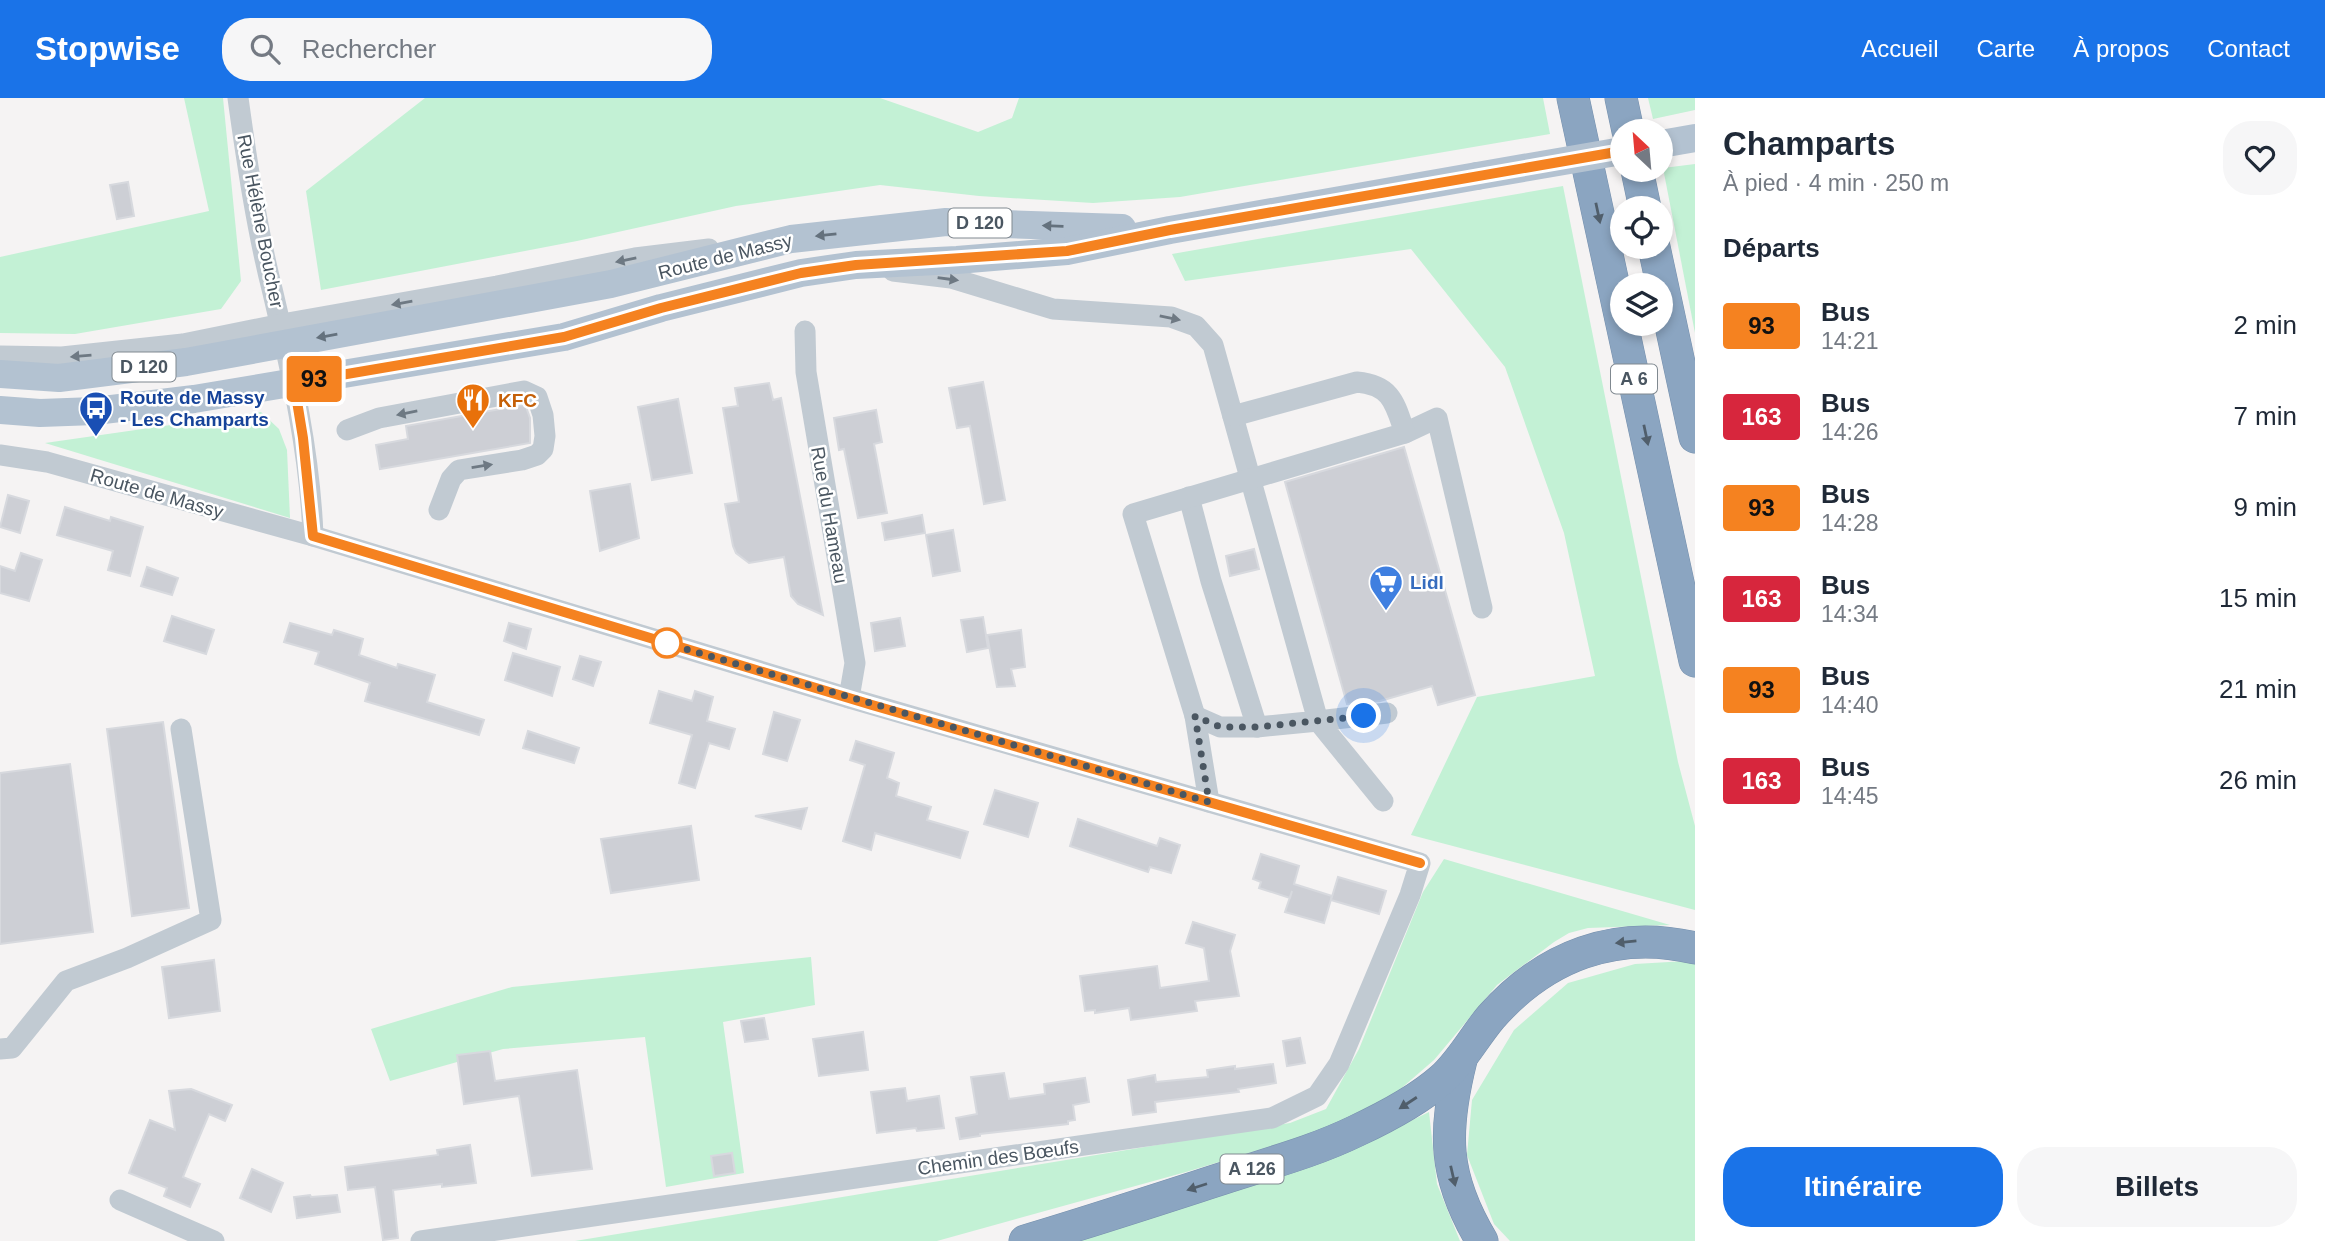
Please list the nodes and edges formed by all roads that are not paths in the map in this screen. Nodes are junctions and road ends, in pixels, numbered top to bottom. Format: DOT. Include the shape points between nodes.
graph roads {
  1 [pos="238,98"];
  2 [pos="1573,98"];
  3 [pos="1621,98"];
  4 [pos="1626,119"];
  5 [pos="1695,138"];
  6 [pos="1673,142"];
  7 [pos="1610,153"];
  8 [pos="1170,230"];
  9 [pos="1657,259"];
  10 [pos="856,265"];
  11 [pos="805,331"];
  12 [pos="284,334"];
  13 [pos="0,356"];
  14 [pos="0,374"];
  15 [pos="294,383"];
  16 [pos="0,410"];
  17 [pos="1233,416"];
  18 [pos="346,430"];
  19 [pos="1405,433"];
  20 [pos="1695,437"];
  21 [pos="0,455"];
  22 [pos="1251,479"];
  23 [pos="1189,497"];
  24 [pos="439,510"];
  25 [pos="313,536"];
  26 [pos="1482,608"];
  27 [pos="1695,661"];
  28 [pos="849,698"];
  29 [pos="1387,713"];
  30 [pos="1195,716"];
  31 [pos="1318,721"];
  32 [pos="1257,727"];
  33 [pos="181,729"];
  34 [pos="1383,801"];
  35 [pos="1209,802"];
  36 [pos="1420,863"];
  37 [pos="1694,948"];
  38 [pos="0,1049"];
  39 [pos="1461,1060"];
  40 [pos="120,1200"];
  41 [pos="214,1241"];
  42 [pos="421,1241"];
  43 [pos="1025,1241"];
  44 [pos="1482,1241"];
  1 -- 12 [label="street, Rue Hélène Boucher" via="269,276"];
  2 -- 27 [label="highway, A 6, one-way"];
  3 -- 4 [label="highway"];
  5 -- 6 [label="main road"];
  7 -- 8 [label="main road, Route de Massy / D 120, bridge"];
  8 -- 10 [label="main road, Route de Massy / D 120" via="1067,251"];
  8 -- 12 [label="main road, Route de Massy / D 120, one-way" via="946,222 791,239 611,284"];
  9 -- 20 [label="highway, A 6"];
  10 -- 15 [label="main road, Route de Massy / D 120" via="801,273 564,337"];
  10 -- 17 [label="street, one-way" via="951,278 1053,309 1171,317 1196,326 1213,345"];
  11 -- 28 [label="street, Rue du Hameau" via="806,372 855,663"];
  12 -- 13 [label="street, one-way" via="97,355"];
  12 -- 14 [label="main road, Route de Massy / D 120" via="186,362 59,378"];
  12 -- 15 [label="street"];
  15 -- 16 [label="main road, Route de Massy / D 120" via="95,411"];
  15 -- 25 [label="street"];
  17 -- 19 [label="street" via="1357,382 1372,383 1393,400"];
  17 -- 22 [label="street"];
  24 -- 18 [label="street, one-way" via="459,470 522,460 543,449 543,415 537,397 524,391 379,418"];
  19 -- 22 [label="street"];
  19 -- 26 [label="street" via="1437,418"];
  21 -- 25 [label="street, Route de Massy" via="47,462"];
  22 -- 23 [label="street"];
  22 -- 31 [label="street"];
  23 -- 30 [label="street" via="1133,514"];
  23 -- 32 [label="street"];
  25 -- 28 [label="street, Route de Massy"];
  28 -- 35 [label="street, Route de Massy"];
  29 -- 31 [label="street"];
  30 -- 32 [label="street" via="1220,727"];
  30 -- 35 [label="street"];
  31 -- 32 [label="street"];
  31 -- 34 [label="street"];
  33 -- 38 [label="street" via="211,920 66,982 12,1048"];
  35 -- 36 [label="street, Route de Massy"];
  36 -- 42 [label="street, Chemin des Bœufs" via="1339,1064 1317,1096 1272,1118"];
  37 -- 39 [label="highway, A 126, one-way" via="1667,942 1620,942 1566,958 1533,979 1491,1017"];
  39 -- 43 [label="highway, A 126, one-way" via="1403,1106 1353,1133"];
  39 -- 44 [label="highway, one-way" via="1451,1106 1450,1159 1456,1188"];
  40 -- 41 [label="street"];
}
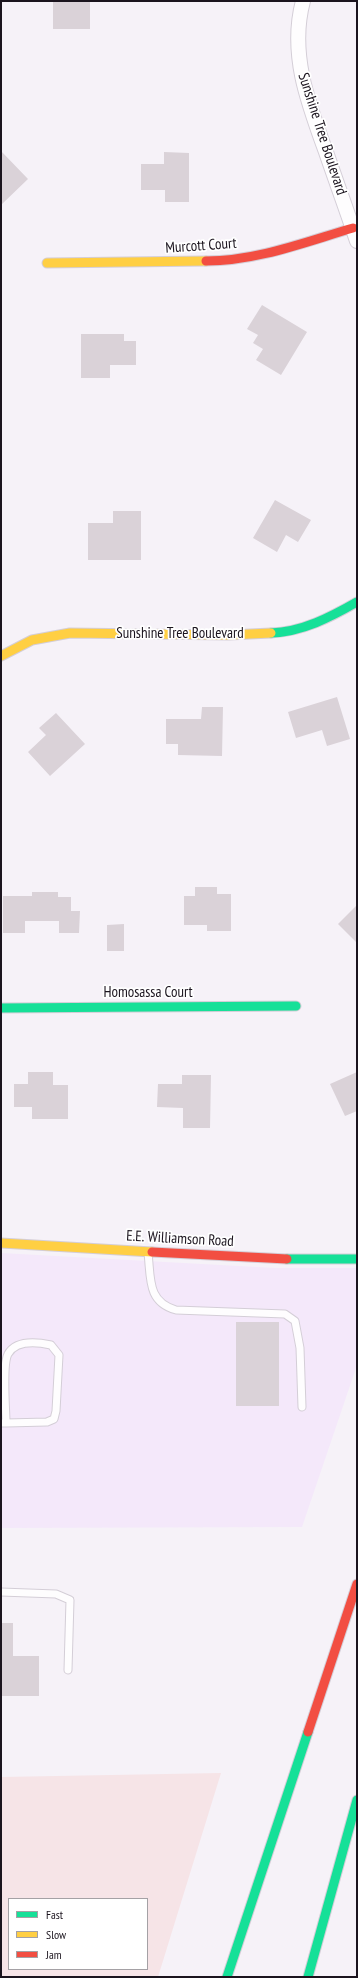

(EXERCISE PROMPT) The output is to be the material in full and unaltered, with pictures omitted.

(SOLUTION)
Please list the nodes and edges formed by all roads that are not paths in the map in this screen. Nodes are junctions and road ends, in pixels, numbered top to bottom. Format: DOT. Include the shape points between nodes.
graph roads {
  1 [pos="238,98"];
  2 [pos="1573,98"];
  3 [pos="1621,98"];
  4 [pos="1626,119"];
  5 [pos="1695,138"];
  6 [pos="1673,142"];
  7 [pos="1610,153"];
  8 [pos="1170,230"];
  9 [pos="1657,259"];
  10 [pos="856,265"];
  11 [pos="805,331"];
  12 [pos="284,334"];
  13 [pos="0,356"];
  14 [pos="0,374"];
  15 [pos="294,383"];
  16 [pos="0,410"];
  17 [pos="1233,416"];
  18 [pos="346,430"];
  19 [pos="1405,433"];
  20 [pos="1695,437"];
  21 [pos="0,455"];
  22 [pos="1251,479"];
  23 [pos="1189,497"];
  24 [pos="439,510"];
  25 [pos="313,536"];
  26 [pos="1482,608"];
  27 [pos="1695,661"];
  28 [pos="849,698"];
  29 [pos="1387,713"];
  30 [pos="1195,716"];
  31 [pos="1318,721"];
  32 [pos="1257,727"];
  33 [pos="181,729"];
  34 [pos="1383,801"];
  35 [pos="1209,802"];
  36 [pos="1420,863"];
  37 [pos="1694,948"];
  38 [pos="0,1049"];
  39 [pos="1461,1060"];
  40 [pos="120,1200"];
  41 [pos="214,1241"];
  42 [pos="421,1241"];
  43 [pos="1025,1241"];
  44 [pos="1482,1241"];
  1 -- 12 [label="street, Rue Hélène Boucher" via="269,276"];
  2 -- 27 [label="highway, A 6, one-way"];
  3 -- 4 [label="highway"];
  5 -- 6 [label="main road"];
  7 -- 8 [label="main road, Route de Massy / D 120, bridge"];
  8 -- 10 [label="main road, Route de Massy / D 120" via="1067,251"];
  8 -- 12 [label="main road, Route de Massy / D 120, one-way" via="946,222 791,239 611,284"];
  9 -- 20 [label="highway, A 6"];
  10 -- 15 [label="main road, Route de Massy / D 120" via="801,273 564,337"];
  10 -- 17 [label="street, one-way" via="951,278 1053,309 1171,317 1196,326 1213,345"];
  11 -- 28 [label="street, Rue du Hameau" via="806,372 855,663"];
  12 -- 13 [label="street, one-way" via="97,355"];
  12 -- 14 [label="main road, Route de Massy / D 120" via="186,362 59,378"];
  12 -- 15 [label="street"];
  15 -- 16 [label="main road, Route de Massy / D 120" via="95,411"];
  15 -- 25 [label="street"];
  17 -- 19 [label="street" via="1357,382 1372,383 1393,400"];
  17 -- 22 [label="street"];
  24 -- 18 [label="street, one-way" via="459,470 522,460 543,449 543,415 537,397 524,391 379,418"];
  19 -- 22 [label="street"];
  19 -- 26 [label="street" via="1437,418"];
  21 -- 25 [label="street, Route de Massy" via="47,462"];
  22 -- 23 [label="street"];
  22 -- 31 [label="street"];
  23 -- 30 [label="street" via="1133,514"];
  23 -- 32 [label="street"];
  25 -- 28 [label="street, Route de Massy"];
  28 -- 35 [label="street, Route de Massy"];
  29 -- 31 [label="street"];
  30 -- 32 [label="street" via="1220,727"];
  30 -- 35 [label="street"];
  31 -- 32 [label="street"];
  31 -- 34 [label="street"];
  33 -- 38 [label="street" via="211,920 66,982 12,1048"];
  35 -- 36 [label="street, Route de Massy"];
  36 -- 42 [label="street, Chemin des Bœufs" via="1339,1064 1317,1096 1272,1118"];
  37 -- 39 [label="highway, A 126, one-way" via="1667,942 1620,942 1566,958 1533,979 1491,1017"];
  39 -- 43 [label="highway, A 126, one-way" via="1403,1106 1353,1133"];
  39 -- 44 [label="highway, one-way" via="1451,1106 1450,1159 1456,1188"];
  40 -- 41 [label="street"];
}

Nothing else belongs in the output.